(Images with keypoint coordinates)
---------------

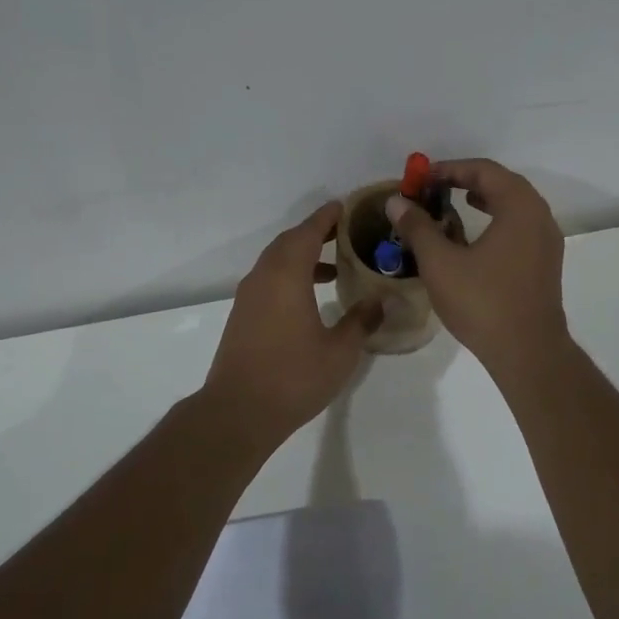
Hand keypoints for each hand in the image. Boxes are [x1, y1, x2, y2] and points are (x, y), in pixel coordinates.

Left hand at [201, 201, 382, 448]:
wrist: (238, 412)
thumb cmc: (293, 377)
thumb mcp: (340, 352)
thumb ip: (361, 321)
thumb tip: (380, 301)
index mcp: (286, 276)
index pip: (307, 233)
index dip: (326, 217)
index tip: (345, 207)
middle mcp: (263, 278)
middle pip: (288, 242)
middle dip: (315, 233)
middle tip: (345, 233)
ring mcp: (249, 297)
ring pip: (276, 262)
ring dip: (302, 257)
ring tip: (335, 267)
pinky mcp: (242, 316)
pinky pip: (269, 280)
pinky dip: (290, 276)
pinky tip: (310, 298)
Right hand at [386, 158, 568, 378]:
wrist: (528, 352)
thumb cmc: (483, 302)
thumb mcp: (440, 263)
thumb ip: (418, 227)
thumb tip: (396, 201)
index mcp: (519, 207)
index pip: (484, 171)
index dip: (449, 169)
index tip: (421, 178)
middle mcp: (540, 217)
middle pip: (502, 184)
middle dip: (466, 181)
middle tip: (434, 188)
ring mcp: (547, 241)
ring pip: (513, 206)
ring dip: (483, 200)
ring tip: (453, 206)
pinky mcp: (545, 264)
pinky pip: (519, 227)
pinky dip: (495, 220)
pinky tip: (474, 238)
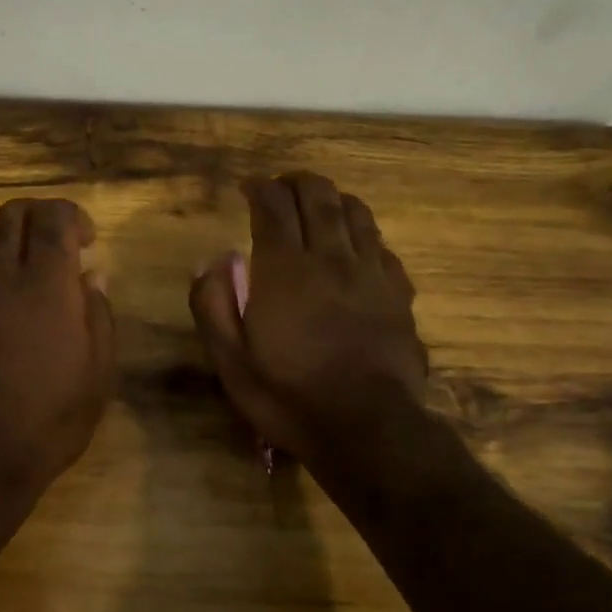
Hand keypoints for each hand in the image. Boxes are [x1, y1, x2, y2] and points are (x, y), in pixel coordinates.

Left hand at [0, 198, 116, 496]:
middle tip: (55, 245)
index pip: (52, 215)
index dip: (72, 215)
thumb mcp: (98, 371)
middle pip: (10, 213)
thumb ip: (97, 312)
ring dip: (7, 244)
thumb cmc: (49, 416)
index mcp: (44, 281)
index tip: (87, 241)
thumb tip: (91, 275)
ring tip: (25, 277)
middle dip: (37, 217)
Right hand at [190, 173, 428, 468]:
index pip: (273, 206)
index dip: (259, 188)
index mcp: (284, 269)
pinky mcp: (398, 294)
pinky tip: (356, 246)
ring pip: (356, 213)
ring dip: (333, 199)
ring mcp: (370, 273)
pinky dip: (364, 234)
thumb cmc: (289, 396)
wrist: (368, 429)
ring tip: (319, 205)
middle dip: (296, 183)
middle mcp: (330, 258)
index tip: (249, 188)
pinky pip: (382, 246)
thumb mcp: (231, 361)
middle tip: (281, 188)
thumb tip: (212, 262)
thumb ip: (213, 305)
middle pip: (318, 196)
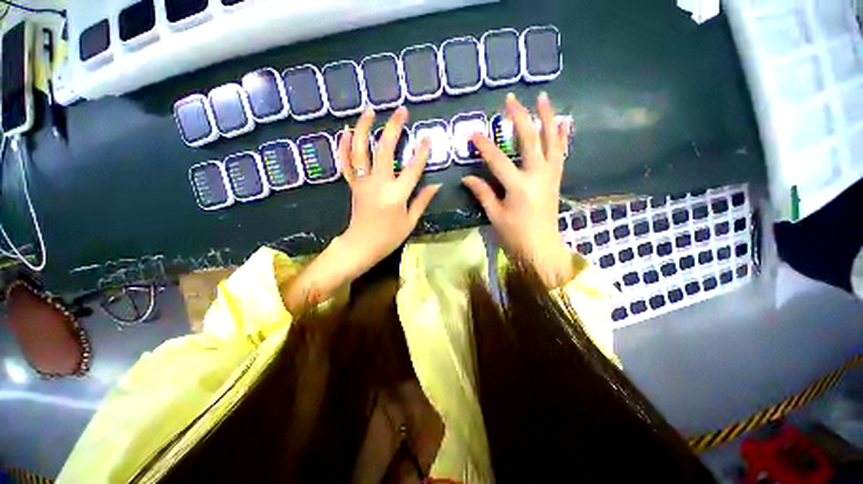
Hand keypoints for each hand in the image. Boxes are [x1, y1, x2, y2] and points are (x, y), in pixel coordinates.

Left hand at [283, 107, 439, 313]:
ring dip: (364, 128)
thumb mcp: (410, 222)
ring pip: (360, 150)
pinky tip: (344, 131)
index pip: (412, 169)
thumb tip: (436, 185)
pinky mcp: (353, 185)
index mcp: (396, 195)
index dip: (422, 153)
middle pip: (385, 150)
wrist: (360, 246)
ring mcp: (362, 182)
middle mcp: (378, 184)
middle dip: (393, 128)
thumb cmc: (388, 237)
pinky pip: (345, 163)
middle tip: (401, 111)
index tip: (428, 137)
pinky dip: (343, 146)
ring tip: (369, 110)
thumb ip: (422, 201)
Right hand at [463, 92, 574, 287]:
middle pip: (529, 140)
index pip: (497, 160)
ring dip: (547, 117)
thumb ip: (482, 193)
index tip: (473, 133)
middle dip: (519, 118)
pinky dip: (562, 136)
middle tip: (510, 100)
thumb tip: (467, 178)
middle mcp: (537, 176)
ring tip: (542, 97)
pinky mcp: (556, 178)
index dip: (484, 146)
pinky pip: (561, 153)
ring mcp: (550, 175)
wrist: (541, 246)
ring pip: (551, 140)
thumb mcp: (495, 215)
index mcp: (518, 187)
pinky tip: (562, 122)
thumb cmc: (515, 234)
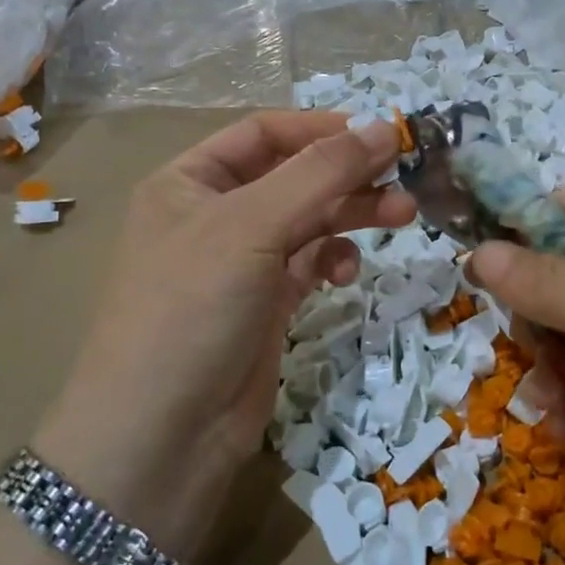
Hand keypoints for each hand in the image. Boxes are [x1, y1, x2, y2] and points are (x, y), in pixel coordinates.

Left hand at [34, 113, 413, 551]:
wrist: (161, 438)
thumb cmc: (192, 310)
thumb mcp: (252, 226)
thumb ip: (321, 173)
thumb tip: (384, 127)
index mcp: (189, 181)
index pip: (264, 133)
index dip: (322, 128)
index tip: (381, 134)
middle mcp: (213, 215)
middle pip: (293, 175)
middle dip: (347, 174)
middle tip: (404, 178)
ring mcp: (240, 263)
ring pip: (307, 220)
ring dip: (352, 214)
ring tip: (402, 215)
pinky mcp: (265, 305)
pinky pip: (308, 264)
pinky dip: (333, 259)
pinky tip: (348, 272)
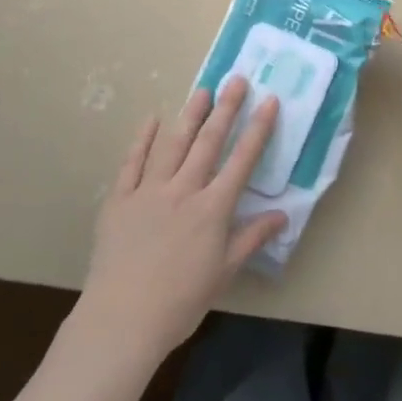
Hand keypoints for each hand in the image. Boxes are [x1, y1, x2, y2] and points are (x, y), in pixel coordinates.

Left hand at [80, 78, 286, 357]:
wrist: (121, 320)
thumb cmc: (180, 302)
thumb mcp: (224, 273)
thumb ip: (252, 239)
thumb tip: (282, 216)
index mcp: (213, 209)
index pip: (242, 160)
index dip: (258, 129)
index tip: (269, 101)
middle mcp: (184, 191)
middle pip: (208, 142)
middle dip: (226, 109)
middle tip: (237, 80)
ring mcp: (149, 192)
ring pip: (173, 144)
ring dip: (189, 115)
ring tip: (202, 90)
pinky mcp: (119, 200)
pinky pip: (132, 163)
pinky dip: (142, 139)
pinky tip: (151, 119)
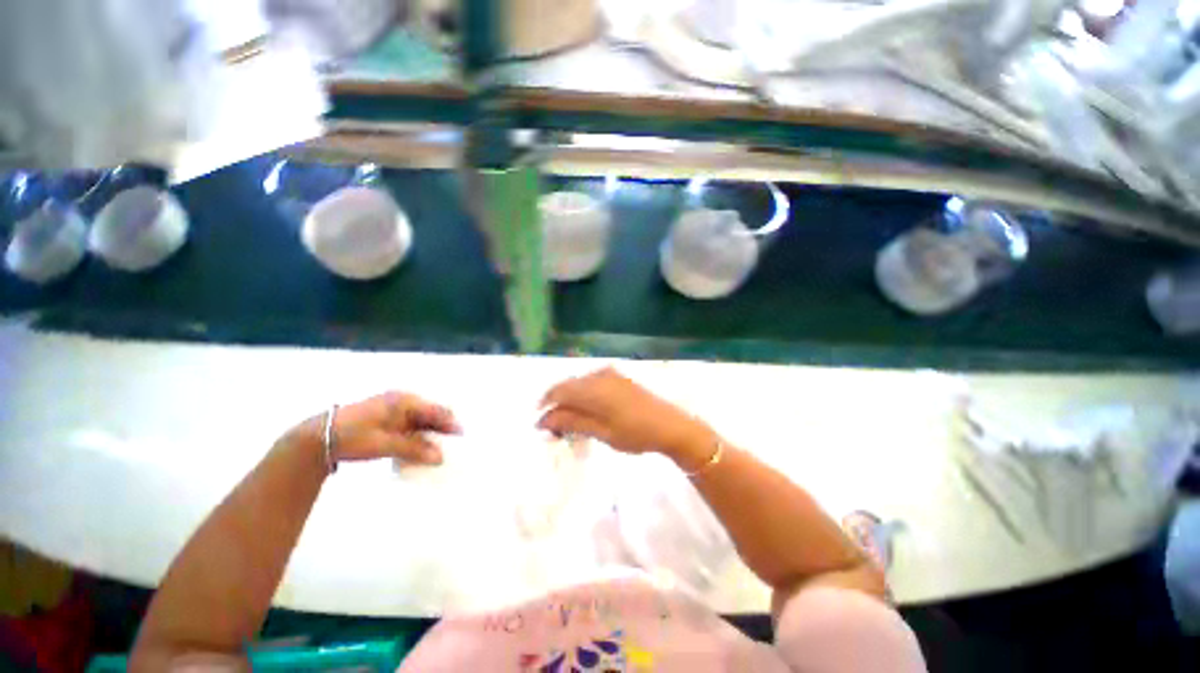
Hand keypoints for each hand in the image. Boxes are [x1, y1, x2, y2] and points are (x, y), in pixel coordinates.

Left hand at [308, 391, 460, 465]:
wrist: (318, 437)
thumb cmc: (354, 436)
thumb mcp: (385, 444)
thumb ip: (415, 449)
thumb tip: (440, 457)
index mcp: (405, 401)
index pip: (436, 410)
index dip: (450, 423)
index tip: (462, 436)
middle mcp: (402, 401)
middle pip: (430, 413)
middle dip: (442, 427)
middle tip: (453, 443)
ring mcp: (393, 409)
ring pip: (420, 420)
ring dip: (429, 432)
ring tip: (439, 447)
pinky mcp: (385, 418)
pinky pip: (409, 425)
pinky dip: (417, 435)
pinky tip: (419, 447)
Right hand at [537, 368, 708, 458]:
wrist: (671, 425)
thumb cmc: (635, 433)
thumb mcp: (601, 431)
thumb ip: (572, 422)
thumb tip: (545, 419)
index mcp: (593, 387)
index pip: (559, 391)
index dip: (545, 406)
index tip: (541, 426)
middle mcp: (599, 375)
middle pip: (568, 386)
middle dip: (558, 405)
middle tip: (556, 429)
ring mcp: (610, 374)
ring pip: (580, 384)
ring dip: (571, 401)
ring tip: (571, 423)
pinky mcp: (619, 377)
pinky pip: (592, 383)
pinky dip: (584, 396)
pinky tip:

---------------

REQUIRED ACTION.
Wherever the string "Right" appears in the data above, copy the line it sits in.

RESPONSE.
Right hand at [386, 158, 568, 378]:
Right hand at [190, 173, 428, 468]:
Right hand at [463, 92, 574, 287]:
Right hand at [537, 368, 708, 458]:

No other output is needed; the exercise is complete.